■ Aim of the task
Every line of the following records that includes "junction" should be copied.

■ ■ ■

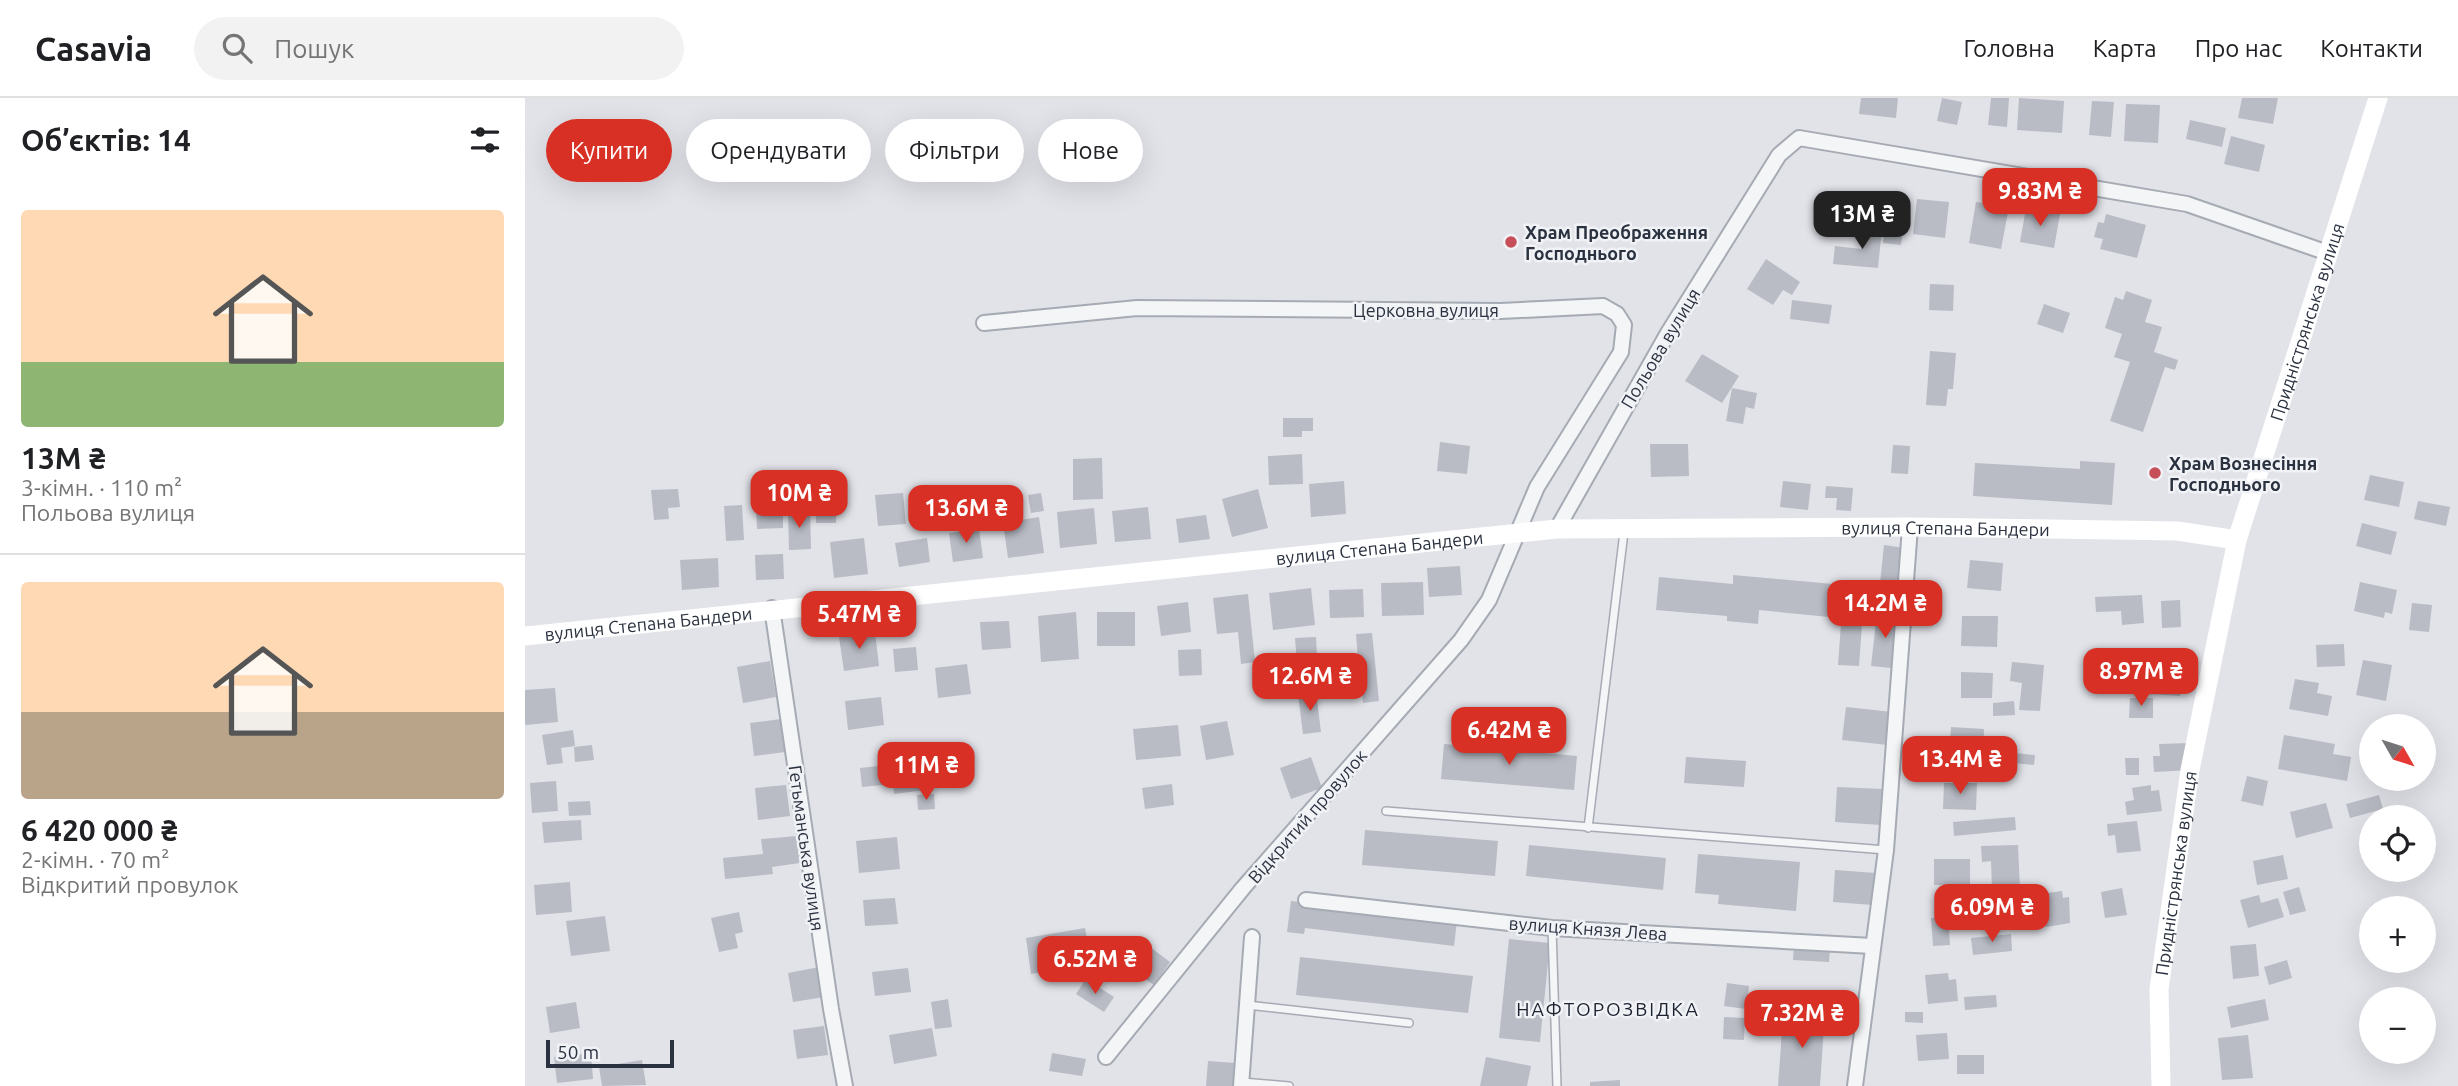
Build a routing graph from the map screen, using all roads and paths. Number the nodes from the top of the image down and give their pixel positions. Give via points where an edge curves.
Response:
1 (2378, 98) edge
2 (2327, 253) junction
3 (984, 323) dead end
4 (1624, 527) junction
5 (1910, 527) junction
6 (1557, 529) junction
7 (1518, 533) junction
8 (2237, 540) junction
9 (772, 608) junction
10 (525, 636) edge
11 (1386, 811) dead end
12 (1588, 828) junction
13 (1885, 850) junction
14 (1306, 900) dead end
15 (1552, 929) junction
16 (1252, 937) dead end
17 (1872, 946) junction
18 (1246, 1005) junction
19 (1409, 1023) dead end
20 (1106, 1057) dead end
21 (1242, 1084) edge
22 (845, 1086) edge
23 (1289, 1086) edge
24 (1557, 1086) edge
25 (1855, 1086) edge
26 (2161, 1086) edge

1 - 2 street, Придністрянська вулиця
2 - 6 street, Польова вулиця via 2187,204 1800,138 1779,155 1668,333
2 - 8 street, Придністрянська вулиця
3 - 7 street, Церковна вулиця via 1137,308 1501,311 1603,306 1624,325 1621,352 1537,487
4 - 5 street, вулиця Степана Бандери
4 - 6 street, вулиця Степана Бандери
4 - 12 lane
5 - 8 street, вулиця Степана Бандери via 2177,531
5 - 13 street
6 - 7 street, вулиця Степана Бандери
7 - 9 street, вулиця Степана Бандери
7 - 20 street, Відкритий провулок via 1489,600 1461,640 1243,888
8 - 26 street, Придністрянська вулиця via 2190,770 2159,989
9 - 10 street, вулиця Степана Бандери
9 - 22 street, Гетьманська вулиця
11 - 12 lane
12 - 13 lane
13 - 17 street
14 - 15 street, вулиця Князя Лева
15 - 17 street, вулиця Князя Лева
15 - 24 lane
16 - 18 street
17 - 25 street
18 - 19 lane
18 - 21 street
21 - 23 lane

■ ■ ■

■ Answer for the task
2 (2327, 253) junction
4 (1624, 527) junction
5 (1910, 527) junction
6 (1557, 529) junction
7 (1518, 533) junction
8 (2237, 540) junction
9 (772, 608) junction
12 (1588, 828) junction
13 (1885, 850) junction
15 (1552, 929) junction
17 (1872, 946) junction
18 (1246, 1005) junction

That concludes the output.